## Your goal
Please copy all of the records exactly, leaving nothing out.

━━━━━━━━━━━━━━━━━━━━━━━━━━━━━━

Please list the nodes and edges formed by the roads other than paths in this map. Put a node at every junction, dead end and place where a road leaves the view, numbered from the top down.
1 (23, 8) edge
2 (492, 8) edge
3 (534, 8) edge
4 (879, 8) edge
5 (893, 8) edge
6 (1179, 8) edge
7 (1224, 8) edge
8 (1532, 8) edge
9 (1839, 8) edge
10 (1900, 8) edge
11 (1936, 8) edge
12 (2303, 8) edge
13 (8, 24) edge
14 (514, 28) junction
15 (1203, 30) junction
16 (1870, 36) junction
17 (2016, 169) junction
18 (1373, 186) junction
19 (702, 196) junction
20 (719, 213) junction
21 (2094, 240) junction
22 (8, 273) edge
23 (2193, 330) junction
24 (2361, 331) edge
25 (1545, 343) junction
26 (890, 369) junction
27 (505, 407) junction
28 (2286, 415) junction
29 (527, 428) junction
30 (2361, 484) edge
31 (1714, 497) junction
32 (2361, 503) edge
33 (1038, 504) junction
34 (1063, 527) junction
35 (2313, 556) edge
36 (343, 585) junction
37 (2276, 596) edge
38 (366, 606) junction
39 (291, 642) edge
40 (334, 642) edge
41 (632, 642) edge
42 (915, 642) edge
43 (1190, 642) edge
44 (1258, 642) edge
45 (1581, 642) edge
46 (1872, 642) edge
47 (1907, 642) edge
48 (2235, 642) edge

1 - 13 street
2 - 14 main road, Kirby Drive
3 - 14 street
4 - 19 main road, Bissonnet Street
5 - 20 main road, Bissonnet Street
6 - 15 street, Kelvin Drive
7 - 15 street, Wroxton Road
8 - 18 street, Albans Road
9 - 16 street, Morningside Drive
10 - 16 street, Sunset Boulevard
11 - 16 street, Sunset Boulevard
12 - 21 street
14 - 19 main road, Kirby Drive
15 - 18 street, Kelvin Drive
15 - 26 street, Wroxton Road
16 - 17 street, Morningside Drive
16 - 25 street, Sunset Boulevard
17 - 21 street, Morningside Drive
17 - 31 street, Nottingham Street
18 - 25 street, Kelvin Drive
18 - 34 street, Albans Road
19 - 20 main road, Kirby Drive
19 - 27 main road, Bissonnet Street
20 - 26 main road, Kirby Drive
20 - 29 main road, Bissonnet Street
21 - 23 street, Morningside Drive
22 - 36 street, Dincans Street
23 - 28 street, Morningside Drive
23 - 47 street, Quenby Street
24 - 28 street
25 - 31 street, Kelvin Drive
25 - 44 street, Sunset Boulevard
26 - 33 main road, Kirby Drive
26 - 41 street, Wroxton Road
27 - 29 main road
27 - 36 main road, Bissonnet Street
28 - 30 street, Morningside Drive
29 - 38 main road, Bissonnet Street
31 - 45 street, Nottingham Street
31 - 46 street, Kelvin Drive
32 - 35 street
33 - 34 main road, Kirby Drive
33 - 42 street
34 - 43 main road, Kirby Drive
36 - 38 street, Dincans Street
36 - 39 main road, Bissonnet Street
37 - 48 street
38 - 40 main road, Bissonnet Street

━━━━━━━━━━━━━━━━━━━━━━━━━━━━━━

## Response area
Please list the nodes and edges formed by the roads other than paths in this map. Put a node at every junction, dead end and place where a road leaves the view, numbered from the top down.
1 (23, 8) edge
2 (492, 8) edge
3 (534, 8) edge
4 (879, 8) edge
5 (893, 8) edge
6 (1179, 8) edge
7 (1224, 8) edge
8 (1532, 8) edge
9 (1839, 8) edge
10 (1900, 8) edge
11 (1936, 8) edge
12 (2303, 8) edge
13 (8, 24) edge
14 (514, 28) junction
15 (1203, 30) junction
16 (1870, 36) junction
17 (2016, 169) junction
18 (1373, 186) junction
19 (702, 196) junction
20 (719, 213) junction
21 (2094, 240) junction
22 (8, 273) edge
23 (2193, 330) junction
24 (2361, 331) edge
25 (1545, 343) junction
26 (890, 369) junction
27 (505, 407) junction
28 (2286, 415) junction
29 (527, 428) junction
30 (2361, 484) edge
31 (1714, 497) junction
32 (2361, 503) edge
33 (1038, 504) junction
34 (1063, 527) junction
35 (2313, 556) edge
36 (343, 585) junction
37 (2276, 596) edge
38 (366, 606) junction
39 (291, 642) edge
40 (334, 642) edge
41 (632, 642) edge
42 (915, 642) edge
43 (1190, 642) edge
44 (1258, 642) edge
45 (1581, 642) edge
46 (1872, 642) edge
47 (1907, 642) edge
48 (2235, 642) edge

1 - 13 street
2 - 14 main road, Kirby Drive
3 - 14 street
4 - 19 main road, Bissonnet Street
5 - 20 main road, Bissonnet Street
6 - 15 street, Kelvin Drive
7 - 15 street, Wroxton Road
8 - 18 street, Albans Road
9 - 16 street, Morningside Drive
10 - 16 street, Sunset Boulevard
11 - 16 street, Sunset Boulevard
12 - 21 street
14 - 19 main road, Kirby Drive
15 - 18 street, Kelvin Drive
15 - 26 street, Wroxton Road
16 - 17 street, Morningside Drive
16 - 25 street, Sunset Boulevard
17 - 21 street, Morningside Drive
17 - 31 street, Nottingham Street
18 - 25 street, Kelvin Drive
18 - 34 street, Albans Road
19 - 20 main road, Kirby Drive
19 - 27 main road, Bissonnet Street
20 - 26 main road, Kirby Drive
20 - 29 main road, Bissonnet Street
21 - 23 street, Morningside Drive
22 - 36 street, Dincans Street
23 - 28 street, Morningside Drive
23 - 47 street, Quenby Street
24 - 28 street
25 - 31 street, Kelvin Drive
25 - 44 street, Sunset Boulevard
26 - 33 main road, Kirby Drive
26 - 41 street, Wroxton Road
27 - 29 main road
27 - 36 main road, Bissonnet Street
28 - 30 street, Morningside Drive
29 - 38 main road, Bissonnet Street
31 - 45 street, Nottingham Street
31 - 46 street, Kelvin Drive
32 - 35 street
33 - 34 main road, Kirby Drive
33 - 42 street
34 - 43 main road, Kirby Drive
36 - 38 street, Dincans Street
36 - 39 main road, Bissonnet Street
37 - 48 street
38 - 40 main road, Bissonnet Street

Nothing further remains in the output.